PROVIDED DATA:
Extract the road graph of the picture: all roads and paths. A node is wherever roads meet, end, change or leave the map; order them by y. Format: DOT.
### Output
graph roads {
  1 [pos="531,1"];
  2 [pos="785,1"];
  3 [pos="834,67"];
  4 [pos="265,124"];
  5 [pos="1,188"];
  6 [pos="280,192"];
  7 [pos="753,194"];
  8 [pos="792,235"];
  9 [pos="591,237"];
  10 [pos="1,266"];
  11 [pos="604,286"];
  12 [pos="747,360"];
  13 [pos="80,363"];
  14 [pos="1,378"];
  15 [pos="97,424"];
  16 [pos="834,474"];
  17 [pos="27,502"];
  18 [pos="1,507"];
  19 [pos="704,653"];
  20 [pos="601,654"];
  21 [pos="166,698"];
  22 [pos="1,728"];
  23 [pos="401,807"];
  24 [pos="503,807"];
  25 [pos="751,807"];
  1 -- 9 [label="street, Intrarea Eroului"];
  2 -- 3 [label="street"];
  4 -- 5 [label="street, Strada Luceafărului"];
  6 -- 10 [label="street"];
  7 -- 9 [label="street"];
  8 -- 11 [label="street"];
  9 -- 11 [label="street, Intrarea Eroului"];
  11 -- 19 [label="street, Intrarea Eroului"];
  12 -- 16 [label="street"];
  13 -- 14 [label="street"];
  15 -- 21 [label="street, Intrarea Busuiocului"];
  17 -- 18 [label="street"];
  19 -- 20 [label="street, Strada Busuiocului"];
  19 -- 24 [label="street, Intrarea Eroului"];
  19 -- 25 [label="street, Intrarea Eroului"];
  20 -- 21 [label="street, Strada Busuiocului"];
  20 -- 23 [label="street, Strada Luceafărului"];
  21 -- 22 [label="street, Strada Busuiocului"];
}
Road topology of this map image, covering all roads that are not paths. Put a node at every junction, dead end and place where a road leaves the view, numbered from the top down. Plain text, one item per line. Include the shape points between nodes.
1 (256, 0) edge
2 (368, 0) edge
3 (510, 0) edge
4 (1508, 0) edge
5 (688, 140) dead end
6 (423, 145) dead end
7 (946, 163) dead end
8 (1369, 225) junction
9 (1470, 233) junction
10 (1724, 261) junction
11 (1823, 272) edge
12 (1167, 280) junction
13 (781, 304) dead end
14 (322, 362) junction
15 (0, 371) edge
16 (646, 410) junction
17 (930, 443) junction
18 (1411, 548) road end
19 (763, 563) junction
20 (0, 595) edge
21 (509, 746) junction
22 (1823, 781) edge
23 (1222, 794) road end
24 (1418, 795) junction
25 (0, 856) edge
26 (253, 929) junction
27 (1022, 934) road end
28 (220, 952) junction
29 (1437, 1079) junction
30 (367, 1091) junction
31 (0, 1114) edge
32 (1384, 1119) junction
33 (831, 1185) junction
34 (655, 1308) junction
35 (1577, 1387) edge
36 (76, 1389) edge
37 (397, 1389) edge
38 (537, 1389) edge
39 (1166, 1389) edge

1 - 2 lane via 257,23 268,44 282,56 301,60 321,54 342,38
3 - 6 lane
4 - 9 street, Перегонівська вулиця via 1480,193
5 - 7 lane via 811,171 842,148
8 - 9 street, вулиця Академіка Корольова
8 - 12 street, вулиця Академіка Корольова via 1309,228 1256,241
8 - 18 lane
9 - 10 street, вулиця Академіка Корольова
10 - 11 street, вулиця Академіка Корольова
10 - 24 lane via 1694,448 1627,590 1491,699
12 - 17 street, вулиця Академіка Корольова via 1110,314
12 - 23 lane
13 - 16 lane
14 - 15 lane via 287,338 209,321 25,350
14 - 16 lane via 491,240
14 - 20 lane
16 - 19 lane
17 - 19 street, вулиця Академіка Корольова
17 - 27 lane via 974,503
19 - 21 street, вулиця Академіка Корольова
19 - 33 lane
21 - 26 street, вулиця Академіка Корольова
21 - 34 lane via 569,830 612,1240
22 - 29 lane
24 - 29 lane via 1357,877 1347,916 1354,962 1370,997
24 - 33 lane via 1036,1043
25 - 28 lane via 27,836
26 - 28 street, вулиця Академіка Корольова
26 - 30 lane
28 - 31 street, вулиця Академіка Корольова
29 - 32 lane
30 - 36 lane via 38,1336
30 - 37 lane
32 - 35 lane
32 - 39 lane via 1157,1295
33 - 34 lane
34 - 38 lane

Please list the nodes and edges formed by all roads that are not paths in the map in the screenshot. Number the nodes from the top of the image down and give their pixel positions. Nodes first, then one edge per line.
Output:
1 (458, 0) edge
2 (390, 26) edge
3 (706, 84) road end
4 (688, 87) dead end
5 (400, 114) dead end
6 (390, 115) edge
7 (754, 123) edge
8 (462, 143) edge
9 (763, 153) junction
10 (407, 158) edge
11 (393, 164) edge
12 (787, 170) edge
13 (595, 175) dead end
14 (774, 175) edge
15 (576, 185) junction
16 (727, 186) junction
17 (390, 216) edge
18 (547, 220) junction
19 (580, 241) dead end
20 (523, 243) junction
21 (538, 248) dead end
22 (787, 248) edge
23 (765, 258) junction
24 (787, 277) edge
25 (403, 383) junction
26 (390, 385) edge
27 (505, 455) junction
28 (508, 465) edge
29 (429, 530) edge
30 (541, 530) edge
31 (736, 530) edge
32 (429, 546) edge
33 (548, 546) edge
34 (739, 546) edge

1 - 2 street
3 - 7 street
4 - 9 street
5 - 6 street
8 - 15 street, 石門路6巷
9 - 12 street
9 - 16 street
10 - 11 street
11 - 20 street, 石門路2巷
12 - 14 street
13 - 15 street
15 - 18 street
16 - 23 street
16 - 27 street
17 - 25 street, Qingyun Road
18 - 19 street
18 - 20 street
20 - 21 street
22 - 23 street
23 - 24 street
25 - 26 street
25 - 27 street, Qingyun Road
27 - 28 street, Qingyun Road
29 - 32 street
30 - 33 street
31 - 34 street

EXERCISE DETAILS: Each line that holds the string "Intrarea" counts once. Give the total for the listing and nothing else.

WRITTEN RESPONSE: 6